大阪市保健所のプベルル酸に関する非科学的判断の疑念を探る
大阪市保健所は、小林製薬の紅麹関連問題において「プベルル酸」を根拠に行政対応を行っています。しかし、令和8年7月に開示を受けた文書と、小林製薬の調査報告を基に検証を行うと、その判断過程には明らかな疑問が浮かび上がります。
未知のピークから「プベルル酸」への移行
最大の疑問は、未知のピークが約2週間という短期間で「プベルル酸」と認定された理由です。この間に何が行われ、どのようにして同定がなされたのかが重要なポイントです。
科学的な観点から、未知のピークの特定、化学的同定は厳密な手続きを要します。一般的には、サンプルの抽出や分離、必要に応じた精製を経て機器分析が行われます。その際、当該物質の標準品やスペクトルと比較して初めて同定が可能になるからです。
ペニシリンとコンパクチンの歴史からの教訓
たとえば、ペニシリンの発見からその構造決定には17年もの歳月がかかりました。青カビから発見されたこの物質は、フレミングが発見してから化学構造が確定するまで、多くの研究者が専門的な検証を重ねてきた結果生まれたものです。同様に、コンパクチンも発見から構造報告まで5年を要し、その間に多くの検証と比較が行われてきました。
これらの例からもわかるように、未知の物質を同定するプロセスには時間がかかり、短期間での結論は極めて疑わしいのです。
プベルル酸の構造確定まで18年の道のり
プベルル酸についても、最初の報告は1932年ですが、構造が確定するまでに18年かかっています。今日の分析技術では、早期の同定は可能であるものの、どのようにして「プベルル酸」と認定されたのか、その詳細が明らかでない点に問題があります。
行政判断の根拠と疑問
2024年3月15日には、小林製薬によって未知のピークが検出され、3月22日には製品の自主回収が決定されました。

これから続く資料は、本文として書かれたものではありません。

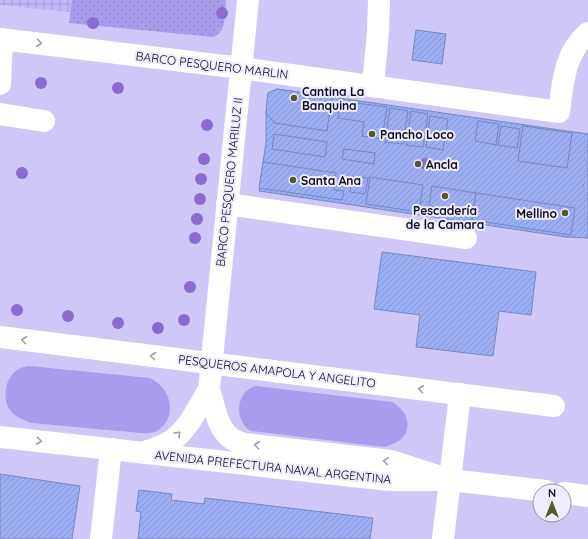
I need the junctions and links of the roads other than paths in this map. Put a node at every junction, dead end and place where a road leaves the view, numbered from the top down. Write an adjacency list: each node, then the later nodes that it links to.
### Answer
1 (248, 0): 5 (street, BARCO PESQUERO MARILUZ II)
2 (379, 0): 7 (street)
3 (588, 33): 7 (street, BARCO PESQUERO MARLIN)
4 (1, 39): 5 (street, BARCO PESQUERO MARLIN, one-way to 5); 6 (street)
5 (240, 68): 7 (street, BARCO PESQUERO MARLIN); 10 (street, BARCO PESQUERO MARILUZ II)
6 (0, 84)
7 (373, 86)
8 (0, 114): 9 (street)
9 (44, 121)
10 (227, 204): 11 (street); 13 (street, BARCO PESQUERO MARILUZ II)
11 (466, 238)
12 (0, 337): 13 (street, PESQUEROS AMAPOLA Y ANGELITO, one-way to 12)
13 (212, 363): 14 (street, BARCO PESQUERO MARILUZ II); 15 (street, PESQUEROS AMAPOLA Y ANGELITO, one-way to 13)
14 (209, 389): 19 (street, one-way to 14); 20 (street, one-way to 14)
15 (460, 394): 16 (street, PESQUEROS AMAPOLA Y ANGELITO); 20 (street)
16 (554, 406)
17 (0, 437): 18 (street, AVENIDA PREFECTURA NAVAL ARGENTINA, one-way to 18)
18 (111, 449): 19 (street, AVENIDA PREFECTURA NAVAL ARGENTINA); 24 (street)
19 (144, 453): 20 (street, AVENIDA PREFECTURA NAVAL ARGENTINA)
20 (450, 480): 21 (street, AVENIDA PREFECTURA NAVAL ARGENTINA); 25 (street)
21 (532, 489)
22 (572, 494): 23 (street)
23 (588, 496)
24 (101, 539)
25 (442, 539)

その間に「プベルル酸」という名前が出てきた経過について、詳細な分析記録が存在しないというのです。
重要なのは、この短期間に何が行われ、どの分析が「プベルル酸」と同定を可能にしたのか、科学的な根拠が必要です。専門家の視点から見ても、HPLCによるピークの同定だけで化学的構造まで確定することには限界があり、他の分析手法の適用が求められます。
大阪市保健所が課題としていること
我々は、大阪市保健所に対して具体的な質問を投げかけています。「未知のピーク」から「プベルル酸」と扱うに至った根拠は何か、またその過程をどのように検証できるのか、科学的な立場から厳密な検証が求められます。
関連文書と今後の展望
令和8年7月に開示された文書には、プベルル酸に関する資料が不足しているとも記載され、重要な判断プロセスの透明性が一層問われています。今後も、この問題は継続的に追求される必要があります。
科学的根拠の欠如は、行政の信頼性や市民の安全に直結します。私たちは、小林製薬が求める透明性が確保されること、そして「未知のピーク」を取り扱う際の科学的確認が行われることを強く求めます。